El refugiado y el emigrante, dos huidas con distinto tratamiento

10.09.2015 | 00:57

La distinción entre un refugiado y un emigrante es fundamental, ya que su condición jurídica es bien diferente y dependiendo de si cumplen o no una serie de requisitos pueden conseguir la protección legal deseada en el país de acogida. Los refugiados son los ciudadanos de un país que huyen de él "para salvar su vida o preservar su libertad", según los define el Comisionado de Naciones Unidas para los refugiados (Acnur). Dicho de otro modo, son aquellos que se ven obligados a escapar por razones políticas, de guerra o persecución, en su país.

Estas personas tienen derecho a pedir asilo en el país de acogida -y traer con ellos a sus familias- siempre que demuestren que provienen de un país en conflicto y que se han visto obligadas a buscar refugio fuera de él.

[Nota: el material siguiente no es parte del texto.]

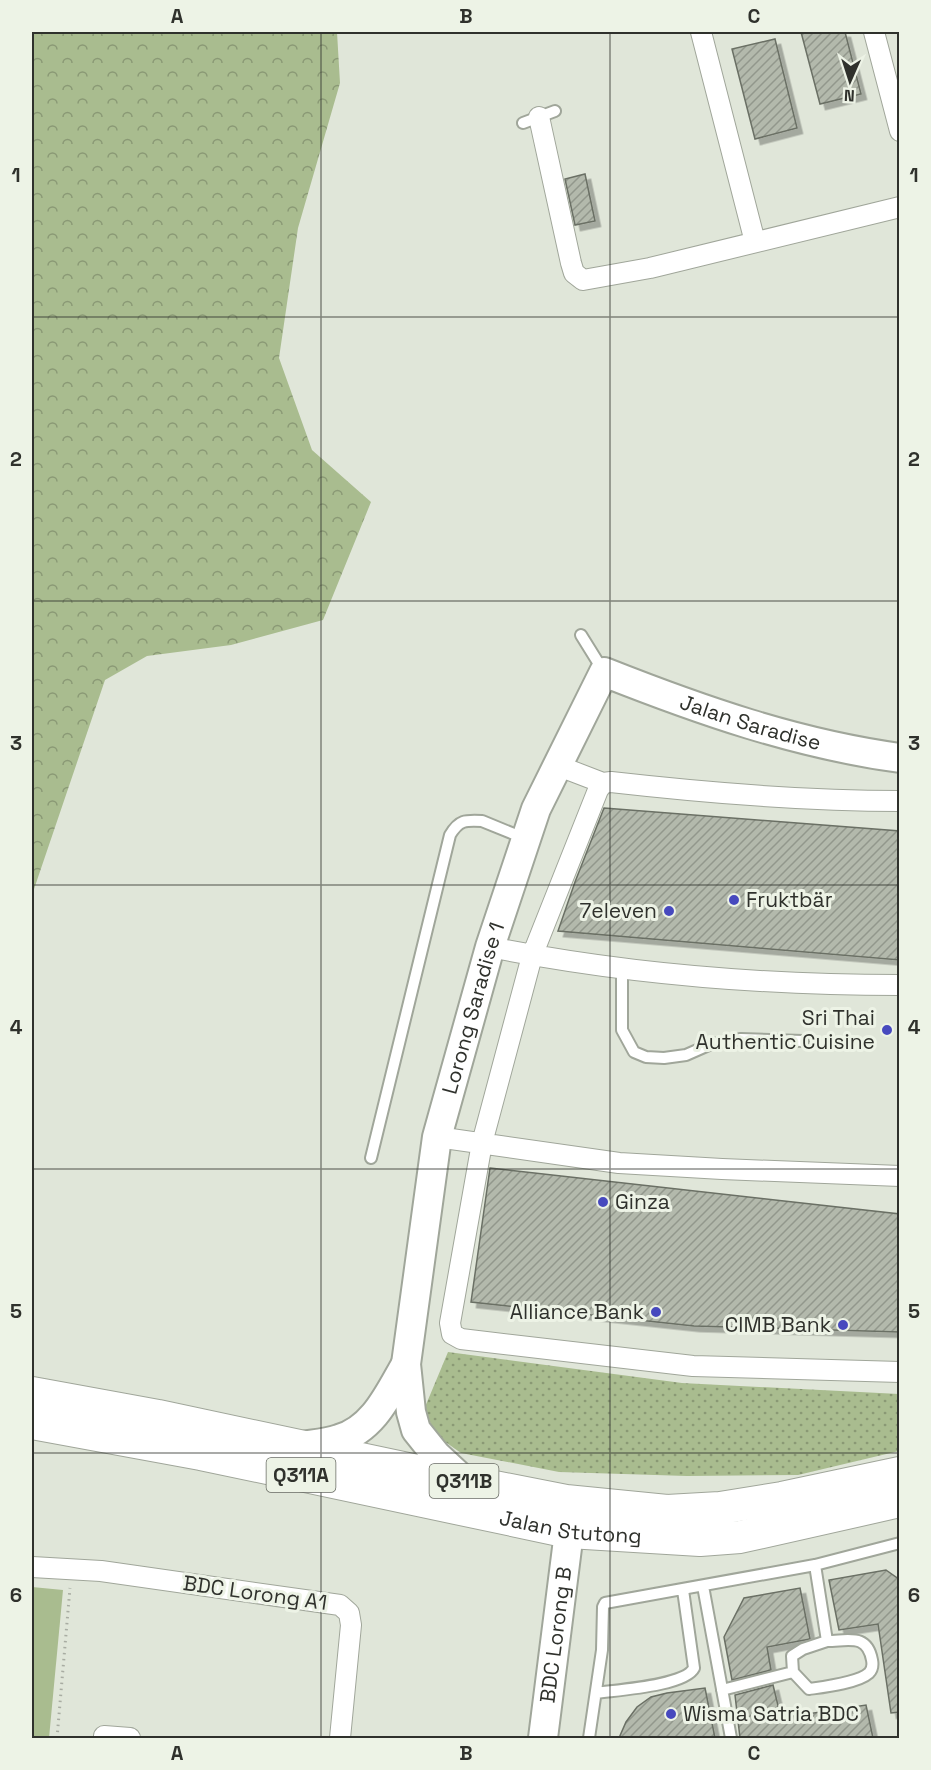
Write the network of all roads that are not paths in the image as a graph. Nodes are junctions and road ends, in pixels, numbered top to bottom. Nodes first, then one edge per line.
1 (701, 32) edge
2 (874, 32) edge
3 (539, 117) dead end
4 (900, 131) edge
5 (900, 207) edge
6 (755, 242) junction
7 (581, 635) dead end
8 (604, 672) junction
9 (900, 758) edge
10 (556, 765) junction
11 (603, 783) junction
12 (900, 801) edge
13 (526, 839) junction
14 (490, 947) junction
15 (532, 956) junction
16 (622, 970) junction
17 (900, 985) edge
18 (803, 1041) dead end
19 (437, 1137) junction
20 (482, 1143) junction
21 (371, 1158) dead end
22 (900, 1176) edge
23 (406, 1364) junction
24 (900, 1372) edge
25 (32, 1393) edge
26 (32, 1423) edge
27 (302, 1446) junction
28 (900, 1473) edge
29 (464, 1481) junction
30 (566, 1501) junction
31 (900, 1501) edge
32 (569, 1532) junction
33 (900, 1543) edge
34 (815, 1565) junction
35 (32, 1567) edge
36 (703, 1586) junction
37 (682, 1590) junction
38 (827, 1641) junction
39 (793, 1672) junction
40 (722, 1690) junction
41 (596, 1693) junction
42 (104, 1736) dead end
43 (130, 1738) edge
44 (340, 1738) edge
45 (543, 1738) edge
46 (589, 1738) edge
47 (731, 1738) edge

1 - 6 street
2 - 4 street
3 - 6 street
5 - 6 street
7 - 8 lane
8 - 9 street, Jalan Saradise
8 - 10 street, Lorong Saradise 1
10 - 11 street
10 - 13 street, Lorong Saradise 1
11 - 12 street
11 - 15 street
13 - 14 street, Lorong Saradise 1
13 - 21 lane
14 - 15 street
14 - 19 street, Lorong Saradise 1
15 - 16 street
15 - 20 street
16 - 17 street
16 - 18 lane
19 - 20 street
19 - 23 street, Lorong Saradise 1
20 - 22 street
20 - 24 street
23 - 27 street
23 - 29 street
25 - 27 main road, Jalan Stutong / Q311B
26 - 32 main road, Jalan Stutong / Q311A
27 - 29 main road, Jalan Stutong / Q311B
28 - 30 main road, Jalan Stutong / Q311B
29 - 30 main road, Jalan Stutong / Q311B
30 - 32 main road
31 - 32 main road, Jalan Stutong / Q311A
32 - 45 street, BDC Lorong B
33 - 34 lane
34 - 36 lane
34 - 38 lane
35 - 44 street, BDC Lorong A1
36 - 37 lane
36 - 40 lane
37 - 41 lane
37 - 41 lane
38 - 39 lane
38 - 39 lane
39 - 40 lane
40 - 47 lane
41 - 46 lane
42 - 43 street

Según el Estatuto del Refugiado de la ONU de 1951, también pueden solicitar asilo las personas que provienen de países donde existen "fundados temores de persecución por motivos de raza, religión, nacionalidad, pertenencia a un determinado grupo social u opiniones políticas".

Juan Miguel García, de Mensajeros de la Paz, remarca que los refugiados que van a llegar son "personas que pertenecían a la clase media en Siria, que vienen huyendo del horror de la guerra".

El emigrante es el que abandona su país por voluntad propia, generalmente por razones económicas y en busca de una mejora de las condiciones de vida. En este caso hay que distinguir entre el documentado o legal y el indocumentado o ilegal. En el primer caso se sitúan los que tienen contrato de trabajo o derecho a reunirse con un familiar. En el segundo se colocan los que intentan entrar en otro país de manera irregular o no se va cuando vence el plazo legal de estancia.